Speaking at an INTO conference, Mr Quinn noted that there were multiple pay scales in teaching. These included a pay scale for new entrants, whose wages were reduced by 10pc three years ago. He said he believed "progress could be made on that in the near future".

INMO deputy general secretary Dave Hughes called for an increase in pay rates for final-year nursing students, whose rates were slashed to half of that of a qualified nurse's pay.

He said the union was in talks at the Labour Relations Commission in a bid to improve the pay rates, which amount to €13,500 a year.

"It's all wrong what they've done with student nurses' pay," he said.

"It's unfair to be coming into the workforce and being treated in such a bad fashion. If they are going to address this issue across the board, they can't dump the effects of the recession on the youngest group of people coming into the workforce."

He said roughly 1,400 nurses qualify each year and every two students replace a full-time nurse in wards, carrying out all duties except giving medication.

Newly recruited teachers are one of the last group of public sector workers to get revised salary scales.

Revised pay scales were drawn up for most state employees last November.

However, fully qualified nurses' new entrant salary scales have only just been drawn up and staff are not on the revised format yet.

The move to new scales came after the last government slashed pay rates for all new recruits to the public sector by 10pc from January 2011.

Unions won a concession in the Haddington Road deal last year to integrate the new entrants' salary scales with those of existing staff.

As a result, pay scales for new entrants to the rest of the public sector were merged with the old salary system in November last year.

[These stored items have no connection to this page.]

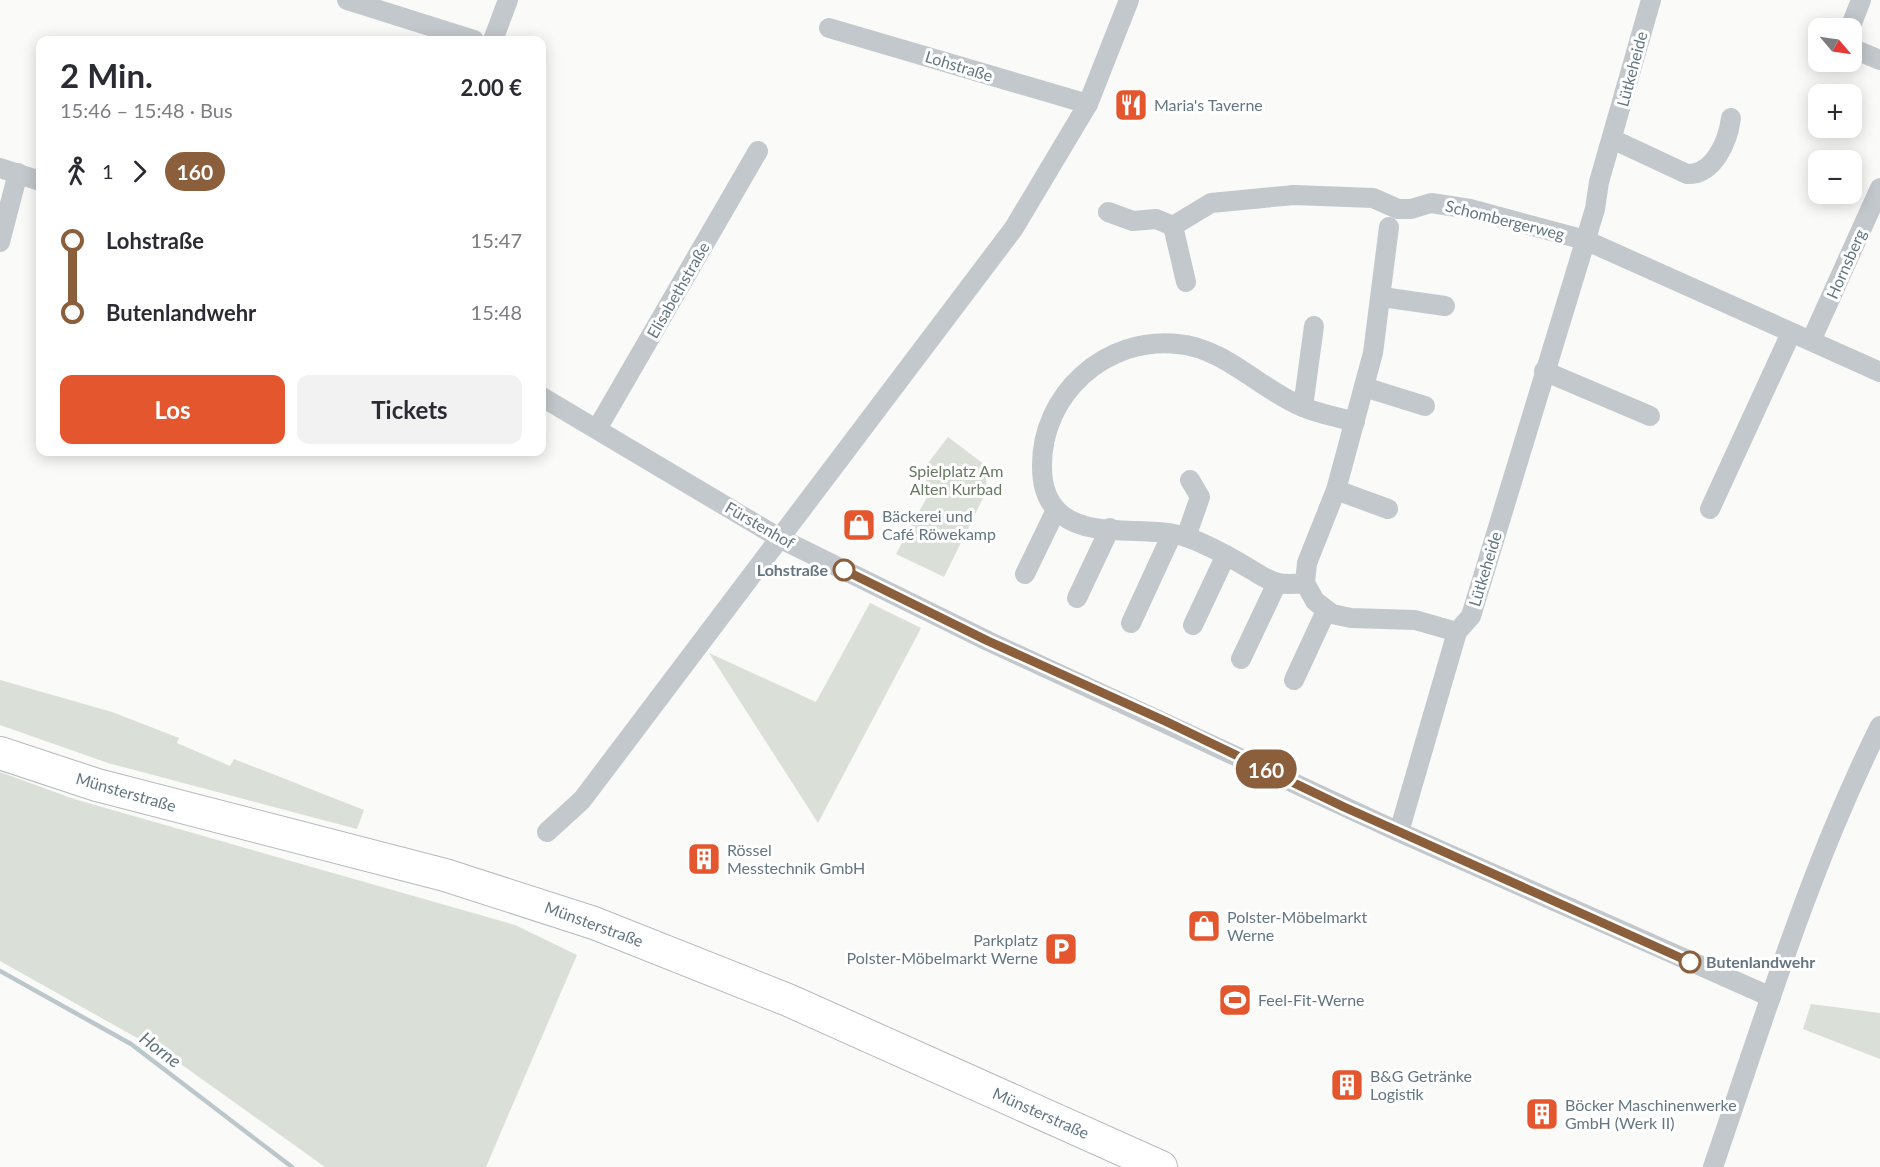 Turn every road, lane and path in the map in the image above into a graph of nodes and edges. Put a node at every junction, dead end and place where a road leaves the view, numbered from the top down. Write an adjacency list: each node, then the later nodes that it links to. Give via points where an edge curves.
1 (346, 0): 8 (street)
2 (508, 0): 9 (street)
3 (1128, 0): 12 (street)
4 (1651, 0): 14 (street, Lütkeheide)
5 (1861, 0): 6 (street)
6 (1854, 18)
7 (829, 28): 12 (street, Lohstraße)
8 (461, 36)
9 (495, 36)
10 (1862, 53): 11 (street)
11 (1880, 60)
12 (1088, 104): 46 (street, via 1014,228)
13 (1731, 118): 14 (street, via 1729,132 1712,165 1694,174)
14 (1612, 138): 22 (street, Lütkeheide)
15 (758, 151): 38 (street, Elisabethstraße)
16 (9, 170): 17 (street); 23 (street)
17 (36, 180)
18 (1880, 188): 29 (street, Hornsberg)
19 (1108, 212): 20 (street, via 1133,221 1156,219)
20 (1173, 226): 22 (street, Schombergerweg, via 1211,203 1294,195 1350,195 1373,198 1398,209 1431,203 1470,209); 24 (street)
21 (1389, 227): 25 (street)
22 (1585, 240): 28 (street, Schombergerweg); 30 (street, Lütkeheide)
23 (0, 242)
24 (1186, 282)
25 (1382, 297): 26 (street); 32 (street)
26 (1445, 306)
27 (1314, 326): 35 (street)
28 (1791, 333): 29 (street, Schombergerweg); 42 (street)
29 (1811, 341): 31 (street, Schombergerweg)
30 (1545, 371): 36 (street); 55 (street, Lütkeheide, via 1471,616)
31 (1880, 372)
32 (1364, 387): 34 (street); 37 (street)
33 (546, 400): 38 (street, Fürstenhof)
34 (1425, 406)
35 (1303, 407): 37 (street); 43 (street, via 1195,347 1149,344 1115,353 1073,385 1048,423 1043,486)
36 (1650, 416)
37 (1355, 422): 40 (street)
38 (597, 429): 46 (street, Fürstenhof)
39 (1190, 480): 45 (street, via 1200,497)
40 (1336, 490): 41 (street); 50 (street, via 1307,563)
41 (1388, 509)
42 (1710, 509)
43 (1056, 510): 44 (street, via 1082,526); 48 (street)
44 (1110, 528): 45 (street); 51 (street)
45 (1179, 536): 47 (street); 53 (street)
46 (781, 539): 60 (street, via 582,800); 61 (street, Fürstenhof, via 988,641)
47 (1226, 555): 49 (street); 54 (street)
48 (1025, 574)
49 (1277, 583): 50 (street); 56 (street)
50 (1305, 583): 52 (street)
51 (1077, 598)
52 (1326, 611): 55 (street, via 1351,618 1415,620); 57 (street)
53 (1131, 623)
54 (1193, 625)
55 (1457, 632): 61 (street, Lütkeheide)
56 (1241, 659)
57 (1294, 680)
58 (1880, 726): 62 (street, via 1832,832)
59 (0, 753): 63 (main road, Münsterstraße, via 108,788 445,875 594,923 788,1000)
60 (547, 832)
61 (1399, 832): 62 (street, Fürstenhof)
62 (1771, 997): 64 (street)
63 (1161, 1167)
64 (1713, 1167)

The old format is already a reduced pay scale, which was cut by an average 6pc when the recession hit.

It is understood the revised system ranges from the minimum point of the new scale to the maximum of the old scale.

This means that new entrants start on pay rates that have been reduced by 10pc and stay on these rates for roughly two years before moving up the old salary scale.

It is estimated that there are up to 2,000 teachers on the 2011 pay scale. The teachers involved lost about €2,000 a year and at the top of their 25-year scale they would be short about €4,000-€5,000 if the cuts were not restored. Final agreement on delivering a phased uplift in the salaries is expected within weeks.

INTO's Sheila Nunan told the conference it was "an absolute sore to have colleagues working alongside other colleagues for different pay rates".

The Department of Public Expenditure said talks were under way to discuss the scales for new teacher entrants.